### Your instructions
For the listing below, work out how many lines hold the word "later" and give that number by itself.

### Data records
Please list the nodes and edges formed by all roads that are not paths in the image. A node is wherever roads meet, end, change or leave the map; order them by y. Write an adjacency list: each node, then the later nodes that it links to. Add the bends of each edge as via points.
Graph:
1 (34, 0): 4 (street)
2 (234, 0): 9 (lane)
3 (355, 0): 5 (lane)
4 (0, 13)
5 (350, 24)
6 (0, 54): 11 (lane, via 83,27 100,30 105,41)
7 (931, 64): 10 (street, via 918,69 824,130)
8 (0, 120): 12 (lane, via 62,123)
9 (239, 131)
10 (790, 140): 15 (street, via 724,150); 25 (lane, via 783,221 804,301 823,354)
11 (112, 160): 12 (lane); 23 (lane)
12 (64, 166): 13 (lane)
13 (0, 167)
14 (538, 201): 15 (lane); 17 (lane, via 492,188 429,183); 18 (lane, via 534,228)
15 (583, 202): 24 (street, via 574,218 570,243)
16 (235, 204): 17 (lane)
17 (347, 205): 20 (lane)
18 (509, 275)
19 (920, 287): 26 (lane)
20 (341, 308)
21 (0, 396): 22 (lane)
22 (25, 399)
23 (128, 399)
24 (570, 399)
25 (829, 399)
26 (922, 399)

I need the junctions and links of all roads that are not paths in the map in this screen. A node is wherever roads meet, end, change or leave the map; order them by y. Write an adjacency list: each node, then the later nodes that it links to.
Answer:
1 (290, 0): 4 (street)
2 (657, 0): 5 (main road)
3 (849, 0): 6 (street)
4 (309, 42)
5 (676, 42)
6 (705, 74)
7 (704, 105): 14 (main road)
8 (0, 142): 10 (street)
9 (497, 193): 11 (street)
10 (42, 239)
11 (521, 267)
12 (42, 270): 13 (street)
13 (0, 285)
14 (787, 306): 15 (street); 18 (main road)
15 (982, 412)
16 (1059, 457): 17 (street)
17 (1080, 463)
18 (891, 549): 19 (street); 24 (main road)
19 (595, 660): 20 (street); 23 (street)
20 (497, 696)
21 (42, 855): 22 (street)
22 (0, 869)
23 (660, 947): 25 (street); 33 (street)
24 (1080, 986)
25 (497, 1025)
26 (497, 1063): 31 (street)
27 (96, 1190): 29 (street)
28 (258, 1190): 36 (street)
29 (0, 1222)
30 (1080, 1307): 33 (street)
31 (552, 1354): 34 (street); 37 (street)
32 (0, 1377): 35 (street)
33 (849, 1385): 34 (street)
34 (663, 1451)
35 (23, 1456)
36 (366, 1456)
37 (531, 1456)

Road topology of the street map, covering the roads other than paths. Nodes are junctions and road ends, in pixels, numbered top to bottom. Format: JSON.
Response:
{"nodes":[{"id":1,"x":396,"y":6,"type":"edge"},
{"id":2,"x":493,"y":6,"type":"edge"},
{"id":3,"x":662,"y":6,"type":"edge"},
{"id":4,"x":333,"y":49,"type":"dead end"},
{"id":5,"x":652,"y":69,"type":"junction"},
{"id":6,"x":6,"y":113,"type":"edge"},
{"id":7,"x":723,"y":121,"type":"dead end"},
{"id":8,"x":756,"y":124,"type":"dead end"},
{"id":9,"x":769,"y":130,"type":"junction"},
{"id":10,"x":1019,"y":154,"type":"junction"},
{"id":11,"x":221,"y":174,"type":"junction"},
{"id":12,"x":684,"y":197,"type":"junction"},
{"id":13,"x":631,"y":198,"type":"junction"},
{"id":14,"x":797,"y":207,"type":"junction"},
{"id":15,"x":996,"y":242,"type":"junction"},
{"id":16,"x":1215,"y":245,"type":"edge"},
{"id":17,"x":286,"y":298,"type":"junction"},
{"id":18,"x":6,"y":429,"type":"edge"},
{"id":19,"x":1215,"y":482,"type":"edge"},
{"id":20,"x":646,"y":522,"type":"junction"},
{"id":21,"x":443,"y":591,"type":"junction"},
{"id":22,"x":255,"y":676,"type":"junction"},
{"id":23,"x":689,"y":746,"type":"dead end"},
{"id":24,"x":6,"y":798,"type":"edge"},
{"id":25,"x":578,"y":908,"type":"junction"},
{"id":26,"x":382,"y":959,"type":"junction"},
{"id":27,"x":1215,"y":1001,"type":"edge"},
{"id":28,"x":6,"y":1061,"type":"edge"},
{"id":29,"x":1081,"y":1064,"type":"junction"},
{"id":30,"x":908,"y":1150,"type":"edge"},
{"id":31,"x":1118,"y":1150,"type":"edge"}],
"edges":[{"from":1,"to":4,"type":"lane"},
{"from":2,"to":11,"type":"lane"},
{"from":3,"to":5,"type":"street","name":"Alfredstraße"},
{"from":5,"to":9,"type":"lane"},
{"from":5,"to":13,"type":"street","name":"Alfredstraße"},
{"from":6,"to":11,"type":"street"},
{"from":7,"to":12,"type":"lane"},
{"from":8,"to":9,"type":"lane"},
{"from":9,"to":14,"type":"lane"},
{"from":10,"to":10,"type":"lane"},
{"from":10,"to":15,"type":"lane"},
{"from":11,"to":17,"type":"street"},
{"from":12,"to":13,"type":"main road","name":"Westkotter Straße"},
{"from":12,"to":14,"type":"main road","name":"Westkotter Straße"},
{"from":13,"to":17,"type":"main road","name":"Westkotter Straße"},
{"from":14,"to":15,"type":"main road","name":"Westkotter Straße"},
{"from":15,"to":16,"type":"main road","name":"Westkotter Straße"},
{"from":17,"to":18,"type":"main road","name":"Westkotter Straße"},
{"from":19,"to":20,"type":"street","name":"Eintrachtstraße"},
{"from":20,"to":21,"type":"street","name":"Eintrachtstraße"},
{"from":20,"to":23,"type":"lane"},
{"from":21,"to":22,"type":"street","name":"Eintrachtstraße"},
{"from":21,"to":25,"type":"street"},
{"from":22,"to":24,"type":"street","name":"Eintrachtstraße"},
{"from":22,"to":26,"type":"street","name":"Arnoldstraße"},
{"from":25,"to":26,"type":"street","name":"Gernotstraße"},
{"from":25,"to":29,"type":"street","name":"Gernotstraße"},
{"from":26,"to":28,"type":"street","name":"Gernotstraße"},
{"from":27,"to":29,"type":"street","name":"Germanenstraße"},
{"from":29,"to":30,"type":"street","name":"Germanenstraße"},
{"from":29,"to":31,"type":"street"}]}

### Completed exercise
2